WORK ITEM: Scan the entries below for the word "every", then copy each line that holds it.

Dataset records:
# # # # # # #

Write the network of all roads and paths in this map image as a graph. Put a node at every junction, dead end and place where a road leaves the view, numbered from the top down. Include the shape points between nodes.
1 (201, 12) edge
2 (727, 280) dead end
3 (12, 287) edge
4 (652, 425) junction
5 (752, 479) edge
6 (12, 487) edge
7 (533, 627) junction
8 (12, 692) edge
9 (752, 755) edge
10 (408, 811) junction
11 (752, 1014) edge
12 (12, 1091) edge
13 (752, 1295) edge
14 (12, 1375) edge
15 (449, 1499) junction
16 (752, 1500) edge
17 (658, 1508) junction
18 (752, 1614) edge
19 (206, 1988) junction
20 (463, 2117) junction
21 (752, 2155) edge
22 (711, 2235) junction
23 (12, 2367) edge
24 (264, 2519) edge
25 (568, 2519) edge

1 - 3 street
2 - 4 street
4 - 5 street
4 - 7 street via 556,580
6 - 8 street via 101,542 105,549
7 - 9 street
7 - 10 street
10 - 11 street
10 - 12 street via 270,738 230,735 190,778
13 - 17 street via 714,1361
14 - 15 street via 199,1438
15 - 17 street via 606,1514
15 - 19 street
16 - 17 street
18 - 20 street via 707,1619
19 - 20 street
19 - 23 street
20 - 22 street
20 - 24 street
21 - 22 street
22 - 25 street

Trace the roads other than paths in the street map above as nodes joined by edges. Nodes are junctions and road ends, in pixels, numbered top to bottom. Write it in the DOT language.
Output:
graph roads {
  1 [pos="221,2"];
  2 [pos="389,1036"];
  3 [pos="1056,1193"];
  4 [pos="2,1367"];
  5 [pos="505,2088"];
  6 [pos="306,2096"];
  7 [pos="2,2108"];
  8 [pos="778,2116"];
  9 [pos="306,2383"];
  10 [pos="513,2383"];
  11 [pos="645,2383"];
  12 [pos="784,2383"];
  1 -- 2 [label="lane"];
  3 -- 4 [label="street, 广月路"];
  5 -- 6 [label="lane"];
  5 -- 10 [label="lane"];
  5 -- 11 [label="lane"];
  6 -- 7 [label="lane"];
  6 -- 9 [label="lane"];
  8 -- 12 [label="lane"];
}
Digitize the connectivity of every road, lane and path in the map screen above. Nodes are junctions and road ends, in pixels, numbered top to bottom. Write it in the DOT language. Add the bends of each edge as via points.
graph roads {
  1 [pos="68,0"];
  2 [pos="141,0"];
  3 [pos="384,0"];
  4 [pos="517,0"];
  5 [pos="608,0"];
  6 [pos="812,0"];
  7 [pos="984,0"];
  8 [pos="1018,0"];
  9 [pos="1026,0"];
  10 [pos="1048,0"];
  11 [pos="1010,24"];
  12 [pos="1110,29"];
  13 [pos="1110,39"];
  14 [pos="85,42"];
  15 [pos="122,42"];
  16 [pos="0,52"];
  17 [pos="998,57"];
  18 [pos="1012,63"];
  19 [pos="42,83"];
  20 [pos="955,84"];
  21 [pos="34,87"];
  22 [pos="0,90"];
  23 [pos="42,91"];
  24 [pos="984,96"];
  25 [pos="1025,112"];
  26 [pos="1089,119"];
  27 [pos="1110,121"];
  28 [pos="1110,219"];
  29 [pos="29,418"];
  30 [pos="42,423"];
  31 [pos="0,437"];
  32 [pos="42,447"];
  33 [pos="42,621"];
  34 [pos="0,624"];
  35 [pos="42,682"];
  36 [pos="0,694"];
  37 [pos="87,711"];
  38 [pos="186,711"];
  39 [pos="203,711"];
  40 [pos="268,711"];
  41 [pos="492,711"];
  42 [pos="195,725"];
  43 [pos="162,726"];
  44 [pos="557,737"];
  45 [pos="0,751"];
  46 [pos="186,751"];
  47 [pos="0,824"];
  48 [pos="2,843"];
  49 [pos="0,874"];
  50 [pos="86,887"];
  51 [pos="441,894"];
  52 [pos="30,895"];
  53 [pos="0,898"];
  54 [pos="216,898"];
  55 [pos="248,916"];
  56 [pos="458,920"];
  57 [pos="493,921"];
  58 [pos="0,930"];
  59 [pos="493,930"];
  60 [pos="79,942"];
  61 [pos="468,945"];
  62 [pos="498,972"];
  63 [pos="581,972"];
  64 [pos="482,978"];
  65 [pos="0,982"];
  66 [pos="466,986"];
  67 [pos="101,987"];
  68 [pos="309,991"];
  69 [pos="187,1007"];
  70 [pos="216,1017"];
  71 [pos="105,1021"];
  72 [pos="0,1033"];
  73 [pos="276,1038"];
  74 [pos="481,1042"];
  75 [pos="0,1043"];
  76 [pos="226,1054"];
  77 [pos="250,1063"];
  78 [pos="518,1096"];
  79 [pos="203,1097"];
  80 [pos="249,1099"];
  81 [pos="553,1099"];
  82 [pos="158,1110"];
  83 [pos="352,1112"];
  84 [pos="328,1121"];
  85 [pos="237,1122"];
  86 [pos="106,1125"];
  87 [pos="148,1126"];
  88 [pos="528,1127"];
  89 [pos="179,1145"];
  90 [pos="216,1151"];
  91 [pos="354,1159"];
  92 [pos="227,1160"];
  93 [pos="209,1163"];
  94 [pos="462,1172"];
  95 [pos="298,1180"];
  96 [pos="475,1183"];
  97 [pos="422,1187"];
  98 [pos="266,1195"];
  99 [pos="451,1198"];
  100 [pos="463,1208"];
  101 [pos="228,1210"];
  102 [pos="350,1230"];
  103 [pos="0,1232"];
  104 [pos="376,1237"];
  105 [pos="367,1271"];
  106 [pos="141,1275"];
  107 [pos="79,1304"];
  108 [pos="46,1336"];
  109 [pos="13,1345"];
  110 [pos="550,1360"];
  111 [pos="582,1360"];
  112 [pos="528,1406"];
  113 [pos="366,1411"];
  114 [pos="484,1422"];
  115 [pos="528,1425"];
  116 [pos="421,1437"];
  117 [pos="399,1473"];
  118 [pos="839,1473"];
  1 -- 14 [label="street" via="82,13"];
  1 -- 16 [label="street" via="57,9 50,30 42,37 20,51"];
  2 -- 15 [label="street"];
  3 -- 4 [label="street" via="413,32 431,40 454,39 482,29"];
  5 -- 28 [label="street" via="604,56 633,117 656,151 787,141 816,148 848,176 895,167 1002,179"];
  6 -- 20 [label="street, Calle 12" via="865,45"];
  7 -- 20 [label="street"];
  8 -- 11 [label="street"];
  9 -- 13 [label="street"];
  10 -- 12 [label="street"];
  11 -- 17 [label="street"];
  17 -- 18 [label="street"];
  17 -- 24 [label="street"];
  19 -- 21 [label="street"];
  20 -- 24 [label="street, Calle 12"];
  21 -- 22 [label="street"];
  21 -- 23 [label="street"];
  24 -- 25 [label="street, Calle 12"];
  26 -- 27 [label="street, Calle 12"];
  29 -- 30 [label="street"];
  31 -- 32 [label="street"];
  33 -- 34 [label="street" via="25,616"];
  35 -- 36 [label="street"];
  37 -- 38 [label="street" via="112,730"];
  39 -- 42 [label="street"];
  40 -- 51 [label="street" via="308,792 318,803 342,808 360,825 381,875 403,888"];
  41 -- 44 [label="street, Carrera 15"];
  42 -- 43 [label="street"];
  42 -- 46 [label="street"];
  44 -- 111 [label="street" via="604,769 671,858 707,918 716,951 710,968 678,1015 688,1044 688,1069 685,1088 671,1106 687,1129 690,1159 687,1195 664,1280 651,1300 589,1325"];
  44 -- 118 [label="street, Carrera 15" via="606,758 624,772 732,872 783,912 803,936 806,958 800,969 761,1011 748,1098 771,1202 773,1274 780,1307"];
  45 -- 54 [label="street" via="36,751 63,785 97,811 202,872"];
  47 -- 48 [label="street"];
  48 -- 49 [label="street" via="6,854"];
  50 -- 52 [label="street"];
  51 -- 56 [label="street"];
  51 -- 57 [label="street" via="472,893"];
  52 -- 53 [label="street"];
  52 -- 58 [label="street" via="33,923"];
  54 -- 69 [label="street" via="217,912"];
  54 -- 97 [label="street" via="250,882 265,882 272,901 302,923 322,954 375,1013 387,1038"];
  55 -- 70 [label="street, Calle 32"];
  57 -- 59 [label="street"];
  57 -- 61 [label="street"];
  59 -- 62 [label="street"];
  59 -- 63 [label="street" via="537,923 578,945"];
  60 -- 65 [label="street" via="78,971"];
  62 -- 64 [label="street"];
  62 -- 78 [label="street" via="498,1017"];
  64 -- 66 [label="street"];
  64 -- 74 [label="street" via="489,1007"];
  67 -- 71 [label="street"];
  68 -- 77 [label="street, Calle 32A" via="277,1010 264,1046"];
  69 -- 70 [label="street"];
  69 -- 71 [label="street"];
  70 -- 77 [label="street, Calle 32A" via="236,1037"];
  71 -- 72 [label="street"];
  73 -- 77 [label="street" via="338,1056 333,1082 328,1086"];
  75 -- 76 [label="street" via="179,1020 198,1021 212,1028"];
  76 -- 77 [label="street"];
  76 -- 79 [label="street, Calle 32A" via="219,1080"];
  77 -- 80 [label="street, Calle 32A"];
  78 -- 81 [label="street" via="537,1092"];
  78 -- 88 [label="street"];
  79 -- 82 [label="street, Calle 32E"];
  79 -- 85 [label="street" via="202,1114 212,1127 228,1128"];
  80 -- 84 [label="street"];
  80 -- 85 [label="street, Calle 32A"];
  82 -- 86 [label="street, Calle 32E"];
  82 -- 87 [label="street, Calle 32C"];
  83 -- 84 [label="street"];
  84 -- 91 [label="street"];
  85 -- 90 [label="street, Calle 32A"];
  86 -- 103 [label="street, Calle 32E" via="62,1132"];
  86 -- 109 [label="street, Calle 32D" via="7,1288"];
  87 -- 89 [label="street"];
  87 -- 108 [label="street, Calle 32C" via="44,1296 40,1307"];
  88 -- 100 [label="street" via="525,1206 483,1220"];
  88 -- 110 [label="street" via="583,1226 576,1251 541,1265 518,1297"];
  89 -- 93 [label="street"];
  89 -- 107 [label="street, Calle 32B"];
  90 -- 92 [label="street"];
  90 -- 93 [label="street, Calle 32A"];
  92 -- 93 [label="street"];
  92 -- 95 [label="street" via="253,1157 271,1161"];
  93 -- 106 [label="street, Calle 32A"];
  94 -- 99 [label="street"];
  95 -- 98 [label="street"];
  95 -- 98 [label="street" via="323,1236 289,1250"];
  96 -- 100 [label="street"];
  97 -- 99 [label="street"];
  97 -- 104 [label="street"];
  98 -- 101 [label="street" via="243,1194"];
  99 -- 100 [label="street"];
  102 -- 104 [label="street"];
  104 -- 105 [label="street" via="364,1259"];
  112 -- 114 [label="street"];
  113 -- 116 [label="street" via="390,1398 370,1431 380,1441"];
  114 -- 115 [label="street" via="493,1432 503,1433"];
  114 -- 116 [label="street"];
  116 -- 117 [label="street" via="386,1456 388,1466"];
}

# # # # # # #

TASK OUTPUT:
Write the network of all roads and paths in this map image as a graph. Put a node at every junction, dead end and place where a road leaves the view, numbered from the top down. Include the shape points between nodes.
Digitize the connectivity of every road, lane and path in the map screen above. Nodes are junctions and road ends, in pixels, numbered top to bottom. Write it in the DOT language. Add the bends of each edge as via points.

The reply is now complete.